Quantum Chaos in the Heisenberg Spin Chain: the Effect of Dzyaloshinskii-Moriya Interaction

TL;DR

This paper investigates how Dzyaloshinskii-Moriya interaction influences the emergence of quantum chaos in various integrable spin-1/2 chains, revealing model-dependent effects and implications for thermalization.

Contribution

It demonstrates that Dzyaloshinskii-Moriya interaction induces quantum chaos in Ising and XXZ models but not in the XX model, clarifying its role in quantum many-body systems.

Findings

Quantum chaos appears in Ising and XXZ models with Dzyaloshinskii-Moriya interaction.

No evidence of chaos in the XX model after adding the interaction.

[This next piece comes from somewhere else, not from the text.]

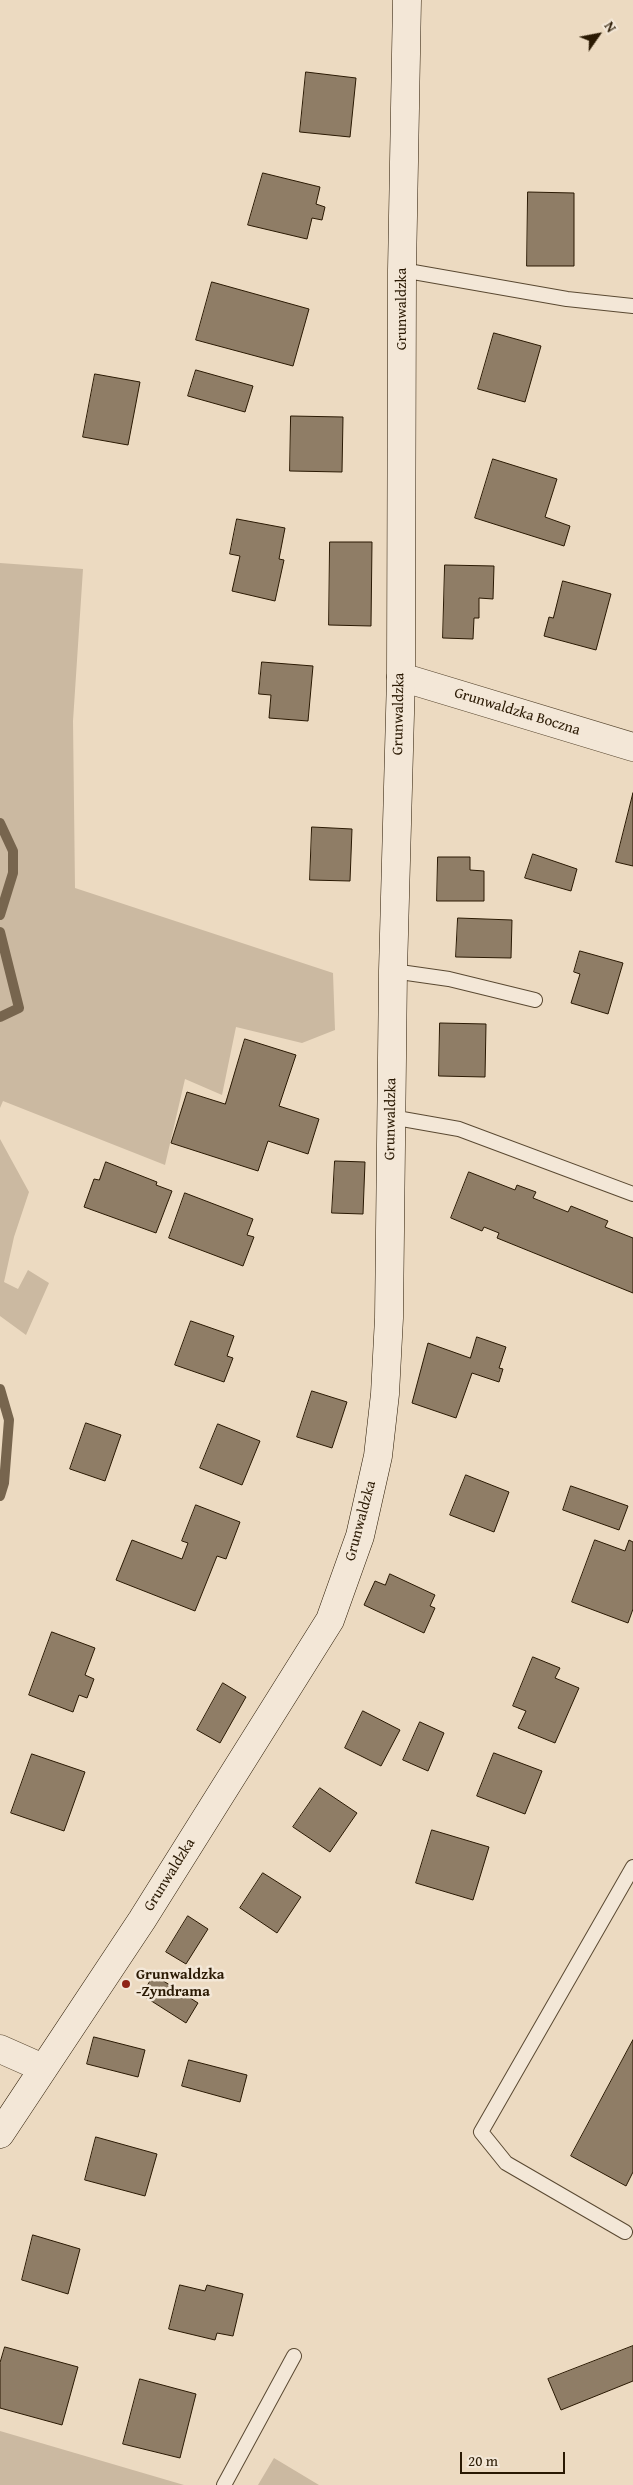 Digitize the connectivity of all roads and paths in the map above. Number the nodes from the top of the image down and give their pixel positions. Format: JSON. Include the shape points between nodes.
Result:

Discusses the link between quantum chaos and thermalization.

Abstract

Using one-dimensional spin-1/2 systems as prototypes of quantum many-body systems, we study the emergence of quantum chaos. The main purpose of this work is to answer the following question: how does the spin-orbit interaction, as a pure quantum interaction, may lead to the onset of quantum chaos? We consider three integrable spin-1/2 systems: the Ising, the XX, and the XXZ limits, and analyze whether quantum chaos develops or not after the addition of the Dzyaloshinskii-Moriya interaction. We find that, depending on the strength of the anisotropy parameter, the answer is positive for the XXZ and Ising models, while no such evidence is observed for the XX model. We also discuss the relationship between quantum chaos and thermalization.